全裸だから、と謂う理由とは別のところで無防備であって、儚くも稚くもみえてしまう。
徒手空拳 (With Nothing To Start With) と謂えばきこえはいいが、実際は無一物 (Having Nothing) と評したくなってしまう風情がある [しかもそう感じてしまうのは彼の一物 (Well-hung) がそこに無惨にも曝け出されてしまっているからだ、そんな逆説も弄したくもなる]。
そして、こう思う。
ラックス・インテリア (Lux Interior) は遠藤ミチロウ (Michiro Endo) の様な立場に一度、我身を置き、そこから翻してその先へと超えていこうとしているのではないだろうか、と。
だけど。
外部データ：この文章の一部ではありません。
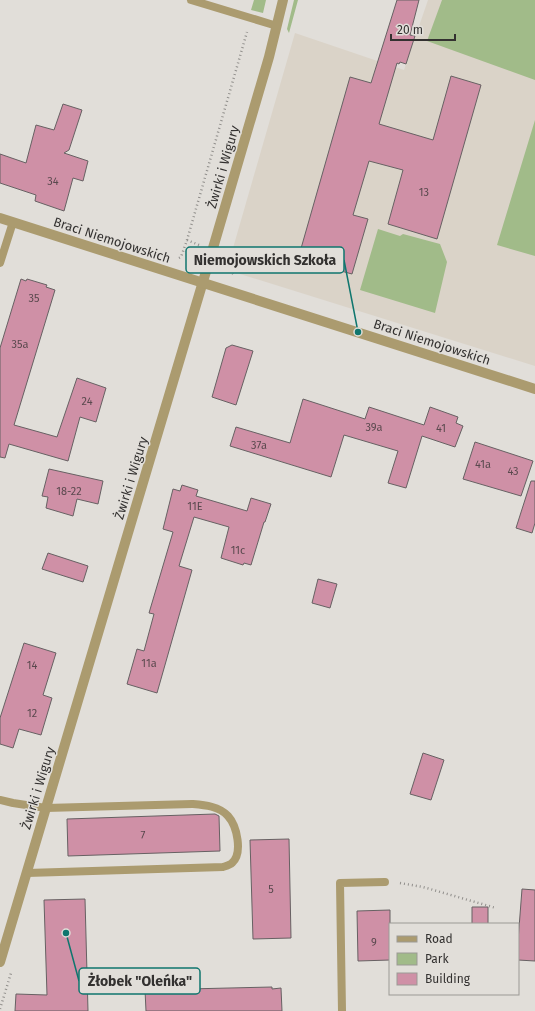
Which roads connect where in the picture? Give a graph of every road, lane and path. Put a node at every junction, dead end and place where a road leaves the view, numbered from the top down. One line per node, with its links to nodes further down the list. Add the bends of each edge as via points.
1 (191, 0): 3 (lane)
2 (283, 0): 4 (street, Żwirki i Wigury)
3 (256, 20): 4 (lane); 7 (path, via 249,25)
4 (277, 26): 11 (street, Żwirki i Wigury)
5 (0, 218): 6 (street, Braci Niemojowskich)
6 (12, 222): 10 (lane); 11 (street, Braci Niemojowskich)
7 (187, 240): 8 (path); 9 (path, via 181,257)
8 (203, 246)
9 (176, 262)
10 (0, 263)
11 (202, 282): 12 (street, Braci Niemojowskich); 14 (street, Żwirki i Wigury)
12 (535, 389)
13 (0, 800): 14 (lane)
14 (46, 808): 15 (street, Żwirki i Wigury); 15 (lane, via 206,805 228,815 233,823 238,850 231,865 223,867)
15 (27, 873): 18 (street, Żwirki i Wigury)
16 (385, 882): 17 (path, via 423,887); 19 (lane, via 340,883)
17 (496, 908)
18 (0, 962)
19 (342, 1011)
それは窮鼠猫を噛む (A Cornered Rat Will Bite A Cat.) とはまた少し意味が違う、そうも思う。

附記 3. :
寧ろ、江頭2:50 (Egashira 2:50) の方にちかいのかも知れない。ラックス・インテリア (Lux Interior) の指向をさらに一度、客体化し、滑稽にさせてみること、だが、それにも関わらず、攻撃的であろうとすること。そうすれば、彼が生成されそうな気がする。
そうぢゃない。
江頭2:50 (Egashira 2:50) の目指しているモノがそうであれば良いなぁ、と思っているのだ [最近の彼に対する評価が以前のそれとはだいぶ様変わりしている様に思えるので]。